For a draft pairing, try the chef’s Old Time Grape-Nut Flan with Smuttynose Star Island Single, a medium bodied, golden ale featuring a modest residual sweetness from honey malt and hints of citrus and tropical fruits. Old Time Grape-Nut Flan is a oft-forgotten New England Classic featuring toasted malt cereal suspended in rich vanilla custard – a perfect dessert for pairing with this Smuttynose favorite.
Or try the Manor’s Hazelnut-Mocha Crème Brûlée a rich chocolate and coffee custard with a hint of hazelnuts and a crunchy caramel crust. Served with sweet whipped cream, cocoa dusted nuts and a Nutella-shortbread sandwich. Pair this creamy dessert with Smuttynose Old Brown Dog on draft and the deep, dark flavors of coffee and chocolate underscore the roasted malts of Smuttynose’s smooth-drinking brown ale.
The next time you want to try something a little different, small and intimate but with local character, visit the Three Cocks Pub at the Manor on Golden Pond And try pairing your craft beer with a dessert created by the Chef Peter to be as memorable as your visit. Located at the corner of Shepard Hill and Route 3 overlooking Squam Lake in Holderness, New Hampshire.
April 20, 2011
One of the most exciting ambassadors to the summer season in the Lakes Region is the return of the loons to their summer waters.

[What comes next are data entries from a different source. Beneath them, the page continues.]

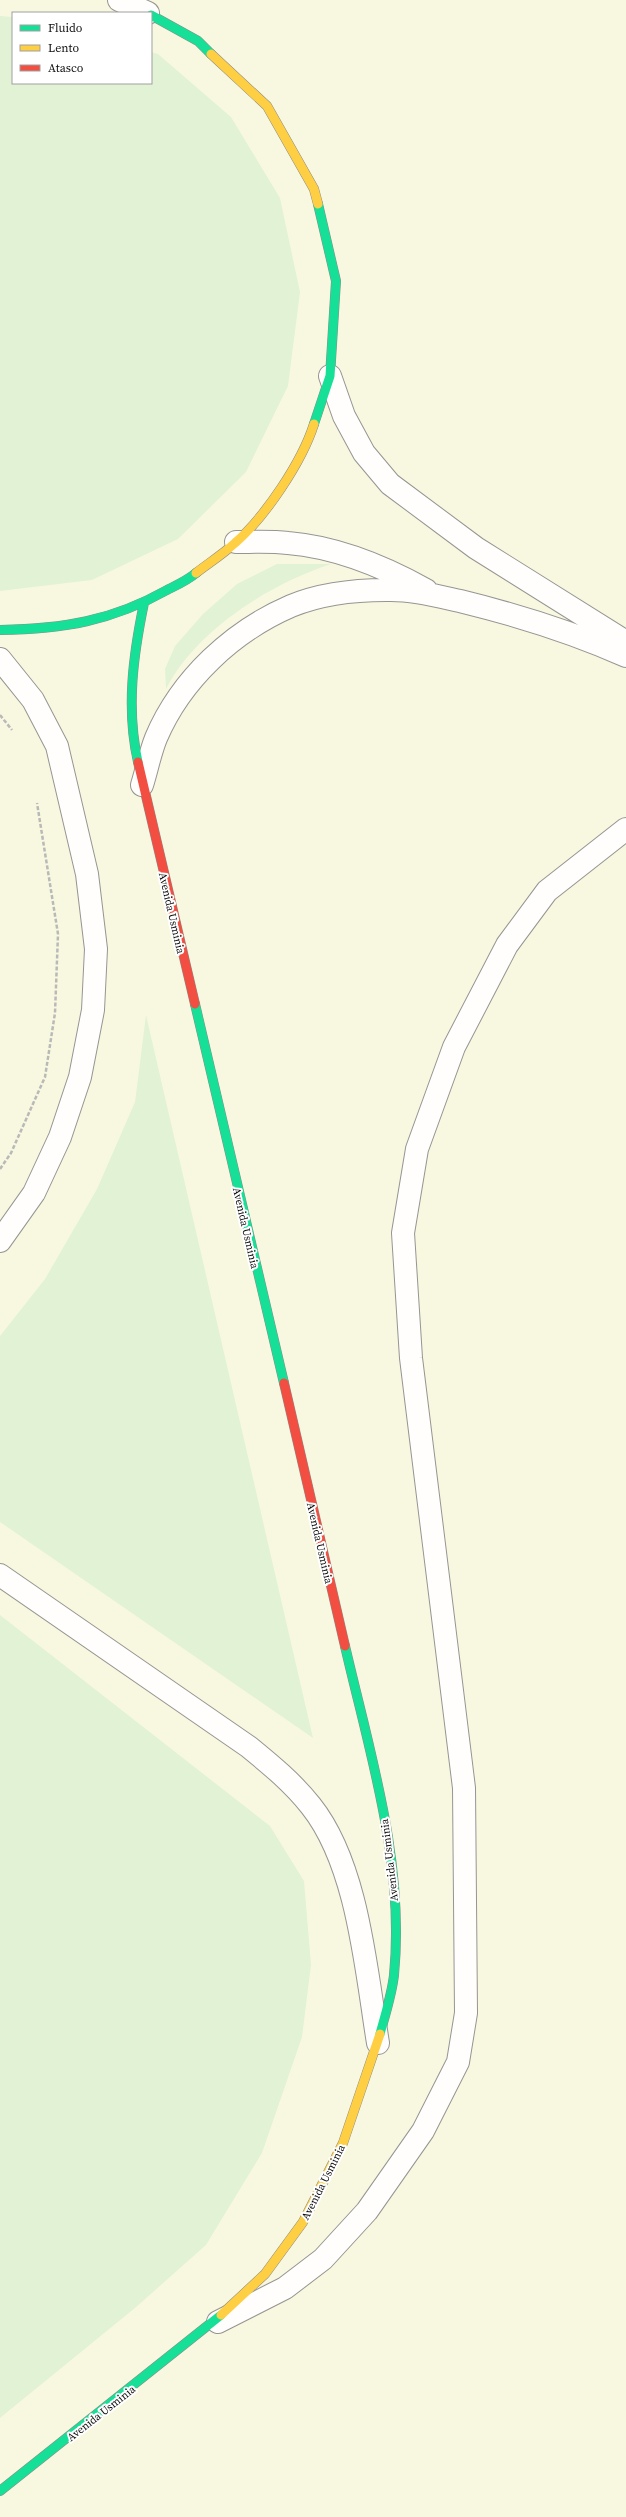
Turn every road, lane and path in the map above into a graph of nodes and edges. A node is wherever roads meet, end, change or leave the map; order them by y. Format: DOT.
graph roads {
  1 [pos="119,0"];
  2 [pos="146,12"];
  3 [pos="152,16"];
  4 [pos="330,376"];
  5 [pos="236,542"];
  6 [pos="436,596"];
  7 [pos="144,603"];
  8 [pos="0,630"];
  9 [pos="626,642"];
  10 [pos="626,656"];
  11 [pos="0,659"];
  12 [pos="0,715"];
  13 [pos="16,735"];
  14 [pos="142,784"];
  15 [pos="36,802"];
  16 [pos="626,829"];
  17 [pos="0,1169"];
  18 [pos="0,1241"];
  19 [pos="0,1575"];
  20 [pos="378,2043"];
  21 [pos="211,2325"];
  22 [pos="0,2491"];
  1 -- 2 [label="street"];
  3 -- 4 [label="street"];
  4 -- 5 [label="street"];
  4 -- 9 [label="street"];
  5 -- 6 [label="street"];
  5 -- 7 [label="street"];
  6 -- 10 [label="street"];
  6 -- 14 [label="street"];
  7 -- 8 [label="street"];
  7 -- 14 [label="street, Avenida Usminia"];
  11 -- 18 [label="street"];
  12 -- 13 [label="path"];
  14 -- 20 [label="street, Avenida Usminia"];
  15 -- 17 [label="path"];
  16 -- 21 [label="street"];
  19 -- 20 [label="street"];
  20 -- 21 [label="street, Avenida Usminia"];
  21 -- 22 [label="street, Avenida Usminia"];
}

Just as soon as the ice is gone from the lakes, this majestic bird flies in from its winter residence, the open ocean water, to grace the lakes with the beauty of their silhouettes at sunset and their haunting calls of the wild.
Situated just on a hill across the road from Squam Lake, our guests are always fascinated with hearing the loons. And for some travelers, especially our international visitors, it is a unique experience they savor as one of their favorite memories staying at the Manor on Golden Pond. Sitting in one of our adirondack chairs on the front lawn in the late afternoon or early evening is bliss listening to the loons as they define their boundaries or call to each other good night. It’s a ritual even local residents treasure as much as the mountains and fresh air.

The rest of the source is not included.